Published 2021-09-25 by Michael Ward

Exclusively required method parameters with TypeScript

Exclusively required method parameters with TypeScript

Using TypeScript to enforce interfaces and data types in JavaScript applications has become a really important part of development, easing the path to robust data handling within applications. In many cases TypeScript is simple to use, but has a lot of options to cover more complex scenarios.

In this article, I am going to look at method signatures and how TypeScript handles the situation when mutually exclusive method parameters are required.

The example method

const myMethod = ({ param1, numberParam, arrayOfNumbersParam }) => ...

As a simple example, we'll say that param1 is a required string and that numberParam is an optional number and arrayOfNumbersParam is an optional array of numbers (number[]).

Enforcing this signature with TypeScript is simple using a function type :

// Function type
type MyMethodType = (params: { param1: string, numberParam?: number, arrayOfNumbersParam?: number[] }) => void

// Corresponding method signature
const myMethod: MyMethodType = ({ param1, numberParam, arrayOfNumbersParam }) => ...

This is great, but it isn't always the case that methods can be described this easily.

A more complex example

Lets take the example method:

const myMethod = ({ param1, numberParam, arrayOfNumbersParam }) => ...

This method (theoretically) takes the numberParam and calculates an array of numbers from that value, or alternatively it takes an array of numbers passed via the arrayOfNumbersParam and uses that.

One of the two parameters must be supplied, but not both. How does TypeScript allow us to enforce this type of signature? You may not be surprised to find that there's more than one way, and below I describe two that I like.

Function overloading

Function overloading  allows the definition of multiple signatures for a single function. This is very helpful for this use case.

Here's how the function type works for our scenario:

type MyMethodType = {
  ({ param1: string, numberParam: number }) => void
  ({ param1: string, arrayOfNumbersParam: number[] }) => void
}

const myMethod: MyMethodType = ({ param1, numberParam, arrayOfNumbersParam) => ...

The two signatures describe the two scenarios for the function call and TypeScript will flag any attempt to call the method using both numberParam and arrayOfNumbersParam arguments.

// Acceptable
myFunction({ param1: 'test', numberParam: 2 })

// Acceptable
myFunction({ param1: 'test', arrayOfNumbersParam: [2, 3, 4] })

// TypeScript error
myFunction({ param1: 'test', numberParam: 2, arrayOfNumbersParam: [2, 3, 4] })

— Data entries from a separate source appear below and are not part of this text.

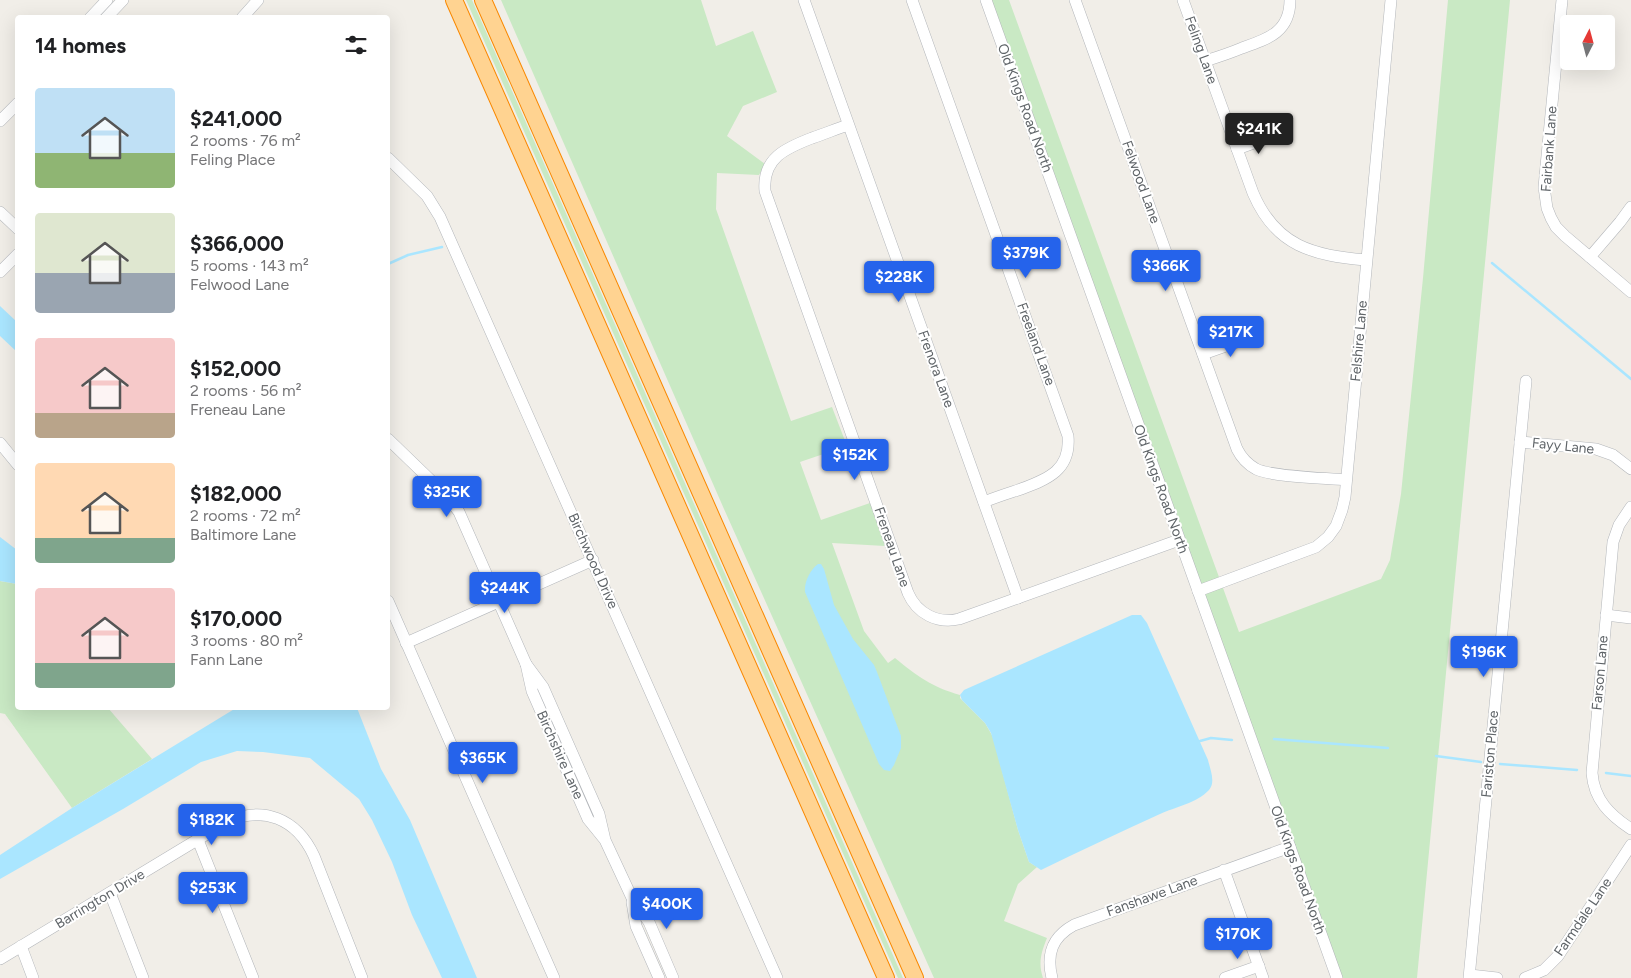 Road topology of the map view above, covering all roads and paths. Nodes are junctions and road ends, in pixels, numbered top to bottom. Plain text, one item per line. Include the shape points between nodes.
1 (107, 0) edge
2 (123, 0) edge
3 (258, 0) edge
4 (454, 0) edge
5 (483, 0) edge
6 (804, 0) edge
7 (912, 0) edge
8 (986, 0) edge
9 (1075, 0) edge
10 (1183, 0) edge
11 (1290, 0) edge
12 (1391, 0) edge
13 (1562, 0) edge
14 (93, 15) edge
15 (109, 15) edge
16 (245, 15) edge
17 (1205, 62) junction
18 (15, 106) edge
19 (0, 121) edge
20 (848, 125) junction
21 (1273, 136) dead end
22 (1237, 149) junction
23 (390, 160) edge
24 (1631, 207) edge
25 (0, 212) edge
26 (15, 226) edge
27 (15, 257) edge
28 (1590, 257) junction
29 (1366, 260) junction
30 (0, 272) edge
31 (1631, 292) edge
32 (1251, 337) dead end
33 (1203, 354) junction
34 (1526, 380) dead end
35 (390, 441) edge
36 (1520, 442) junction
37 (0, 443) edge
38 (15, 461) edge
39 (1631, 470) edge
40 (1346, 480) junction
41 (984, 502) junction
42 (1631, 507) edge
43 (1179, 540) junction
44 (593, 560) junction
45 (1198, 591) junction
46 (1018, 598) junction
47 (499, 602) junction
48 (390, 606) edge
49 (1606, 615) junction
50 (1631, 618) edge
51 (406, 643) junction
52 (1631, 829) edge
53 (198, 840) junction
54 (1631, 845) edge
55 (1290, 847) junction
56 (1224, 870) junction
57 (110, 893) junction
58 (632, 898) junction
59 (21, 946) junction
60 (0, 959) edge
61 (1259, 966) junction
62 (1469, 977) edge
63 (34, 978) edge
64 (142, 978) edge
65 (252, 978) edge
66 (362, 978) edge
67 (554, 978) edge
68 (659, 978) edge
69 (673, 978) edge
70 (777, 978) edge
71 (886, 978) edge
72 (915, 978) edge
73 (1052, 978) edge
74 (1225, 978) edge
75 (1263, 978) edge
76 (1337, 978) edge
77 (1497, 978) edge
78 (1525, 978) edge

1 - 14 street
2 - 15 street
3 - 16 street
4 - 71 highway
5 - 72 highway
6 - 20 street, Frenora Lane
7 - 41 street, Freeland Lane via 1068,436 1066,456 1054,474
8 - 43 street, Old Kings Road North
9 - 33 street, Felwood Lane
10 - 17 street, Feling Lane
11 - 17 street via 1287,18 1275,34
12 - 29 street, Felshire Lane
13 - 28 street, Fairbank Lane via 1544,197 1556,227
17 - 22 street, Feling Lane
18 - 19 street
20 - 41 street, Frenora Lane
20 - 46 street, Freneau Lane via 788,147 777,155 765,180 768,204 913,603 930,616 948,621
21 - 22 street
22 - 29 street, Feling Lane via 1257,203 1283,234 1321,254
23 - 44 street, Birchwood Drive via 437,211
24 - 28 street
25 - 26 street
27 - 30 street
28 - 31 street, Fairbank Lane
29 - 40 street, Felshire Lane
32 - 33 street
33 - 40 street, Felwood Lane via 1234,443 1247,463 1272,473
34 - 36 street, Fariston Place
35 - 47 street, Birchshire Lane via 455,507
36 - 39 street, Fayy Lane via 1596,449 1613,456
36 - 62 street, Fariston Place
37 - 38 street
40 - 45 street, Felshire Lane via 1341,517 1320,544 1307,552
41 - 46 street, Frenora Lane
42 - 49 street, Farson Lane via 1614,537
43 - 45 street, Old Kings Road North
43 - 46 street, Freneau Lane
44 - 47 street
44 - 70 street, Birchwood Drive
45 - 55 street, Old Kings Road North
47 - 51 street
47 - 58 street, Birchshire Lane via 526,664 543,687
48 - 51 street
49 - 50 street
49 - 52 street, Farson Lane via 1592,779 1604,808
51 - 67 street
53 - 57 street, Barrington Drive
53 - 65 street
53 - 66 street, Barrington Drive via 231,820 250,815 275,817 296,829 308,842
54 - 78 street, Farmdale Lane via 1558,956 1544,970
55 - 56 street, Fanshawe Lane
55 - 76 street, Old Kings Road North
56 - 61 street
56 - 73 street, Fanshawe Lane via 1068,928 1056,938 1051,951
57 - 59 street, Barrington Drive
57 - 64 street
58 - 68 street, Birchshire Lane via 636,926
58 - 69 street, Birchshire Lane via 649,922
59 - 60 street, Barrington Drive
59 - 63 street
61 - 74 street
61 - 75 street
62 - 77 street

However, if you're following along, you may have noticed that the type defined has a problem - neither signature, both of which have two parameters, match the function definition which has three parameters. TypeScript correctly flags this as an error.

To fix this issue, we must add a third parameter to each of the signatures. TypeScript has a handy never type that allows us to specify that the third parameter should never be used.

type MyMethodType = {
  ({ param1: string, numberParam: number, arrayOfNumbersParam?: never }) => void
  ({ param1: string, arrayOfNumbersParam: number[], numberParam?:never }) => void
}

const myMethod: MyMethodType = ({ param1, numberParam, arrayOfNumbersParam) => ...

The type definition now accurately describes the function definition and its' intended usage.

A DRYer way

Whilst describing complex method or function signature with function overloading may be the right way to go in many situations, I do have a problem with this particular implementation.

The param1 and return types are the same for both signatures, and it does not feel very DRY  to repeat this and to introduce the potential to have inconsistent and incorrect function type definitions.

Rather than use function overloads, there is an alternative.

Firstly, define the common aspects of the two signatures:

 type MyMethodType = {
  (params: { param1: string }) => void
}

const myMethod: MyMethodType = ({ param1, numberParam, arrayOfNumbersParam) => ...

Utilising TypeScript union types , the two alternate signatures can be added:

type myFunctionType = {
  (
    params: { param1: string } & (
      | { numberParam: number; arrayOfNumbersParam?: never }
      | { arrayOfNumbersParam: number[]; numberParam?: never }
    )
  ): void
}

const myMethod: MyMethodType = ({ param1, numberParam, arrayOfNumbersParam) => ...

This method avoids repetition and fully meets the requirements of the method signature.